“. . . I wanted to do something better with my life . . .”
“This opportunity made me realize that I wanted to do something better with my life and help young people who are going through the same challenges that I faced at their age.”
I grew up in the foster care system, and lived at
CV from 13 to 18 years old. When I was getting ready to age out, I enrolled in the WAY to success aftercare program, where I met my mentor Robyn Tolliver. For the next 5 years I was making ends meet, but I was unsure what I wanted to do with my life. I just knew I wanted to give back. Unexpectedly, Robyn and I reconnected at a BBQ, and I expressed my interest in mentoring. She brought me on as an unpaid intern to learn the roles and responsibilities of being a mentor. I was able to assist with group preparation and plan how best to engage our program participants. This opportunity made me realize that I wanted to do something better with my life and help young people who are going through the same challenges that I faced at their age.
In the Spring of 2021, I was hired to be a mentor at CV. I was ready and willing to learn from others, but I also bring my own ideas into the mix from my lived experience. When I was a resident at CV and navigating my trauma and stressors, I learned Dialectical Behavior Therapy (DBT), where we practiced mindfulness in our everyday lives. I continue to practice DBT training weekly and I integrate what I’ve learned into my mentoring sessions. Staff in CV’s cottages even reach out to me to help conduct DBT workshops! Having a former resident who was often misunderstood and was missing the skills to sort out disagreements with his peers talk to youth currently experiencing the same situation is extremely healing for me.

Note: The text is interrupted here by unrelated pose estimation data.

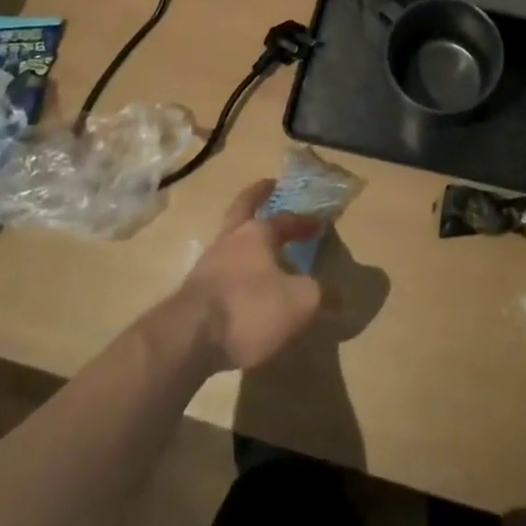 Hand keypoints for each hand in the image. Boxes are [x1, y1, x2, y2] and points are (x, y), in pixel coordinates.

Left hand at [169, 179, 324, 373]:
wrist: (187, 339)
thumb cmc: (249, 309)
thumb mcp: (299, 303)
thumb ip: (320, 295)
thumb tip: (337, 295)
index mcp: (257, 234)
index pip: (286, 219)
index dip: (304, 222)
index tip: (319, 223)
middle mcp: (230, 239)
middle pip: (243, 207)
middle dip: (257, 196)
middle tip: (268, 186)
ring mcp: (207, 264)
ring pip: (229, 237)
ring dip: (243, 235)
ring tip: (257, 244)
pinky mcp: (193, 292)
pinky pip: (219, 269)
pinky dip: (233, 267)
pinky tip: (240, 283) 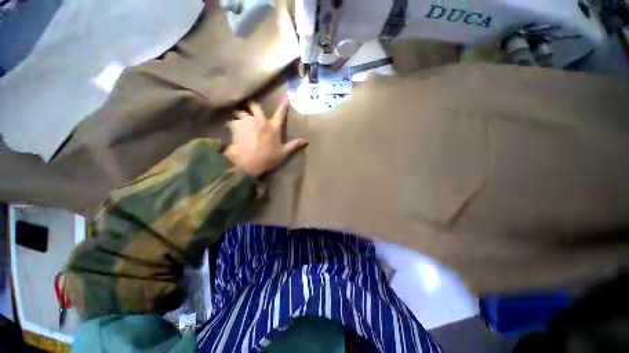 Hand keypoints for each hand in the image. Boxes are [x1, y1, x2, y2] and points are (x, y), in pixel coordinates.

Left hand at [224, 98, 306, 176]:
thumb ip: (294, 145)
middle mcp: (260, 121)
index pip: (280, 113)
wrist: (247, 163)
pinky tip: (232, 131)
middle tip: (251, 110)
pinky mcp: (235, 126)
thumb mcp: (283, 153)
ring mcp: (247, 122)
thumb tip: (306, 141)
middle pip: (255, 106)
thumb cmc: (268, 158)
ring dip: (241, 116)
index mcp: (273, 127)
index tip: (285, 96)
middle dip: (253, 106)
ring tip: (240, 122)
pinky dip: (232, 125)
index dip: (283, 105)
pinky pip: (232, 122)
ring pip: (241, 113) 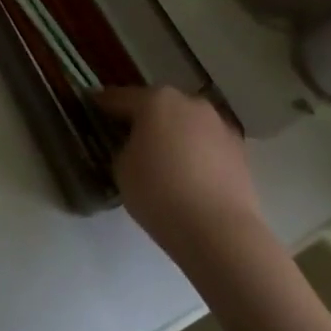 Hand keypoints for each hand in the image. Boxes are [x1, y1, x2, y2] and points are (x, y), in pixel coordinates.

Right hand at [94, 85, 262, 259]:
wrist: (219, 232)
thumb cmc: (159, 193)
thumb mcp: (122, 168)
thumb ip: (125, 147)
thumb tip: (137, 146)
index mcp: (155, 100)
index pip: (119, 98)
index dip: (102, 104)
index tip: (91, 107)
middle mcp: (189, 103)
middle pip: (158, 105)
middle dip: (143, 117)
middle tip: (128, 135)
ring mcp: (218, 125)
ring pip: (186, 122)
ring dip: (173, 133)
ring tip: (163, 157)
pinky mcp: (239, 150)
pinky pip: (206, 143)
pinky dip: (195, 151)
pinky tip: (189, 173)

While I am still new at mentoring, I am evolving and working towards becoming a more effective leader. By utilizing the skills that I’m learning along the way and integrating my lived experience, I believe that the impact I can make is limitless!
Malik is a mentor in the ICM Plus Mentoring Program, which helps young people in the community who are in danger of entering the juvenile justice system. The program focuses on conflict resolution, building healthy relationships, education, and employment. Malik’s experience is unique and brings tremendous value to his role as a mentor.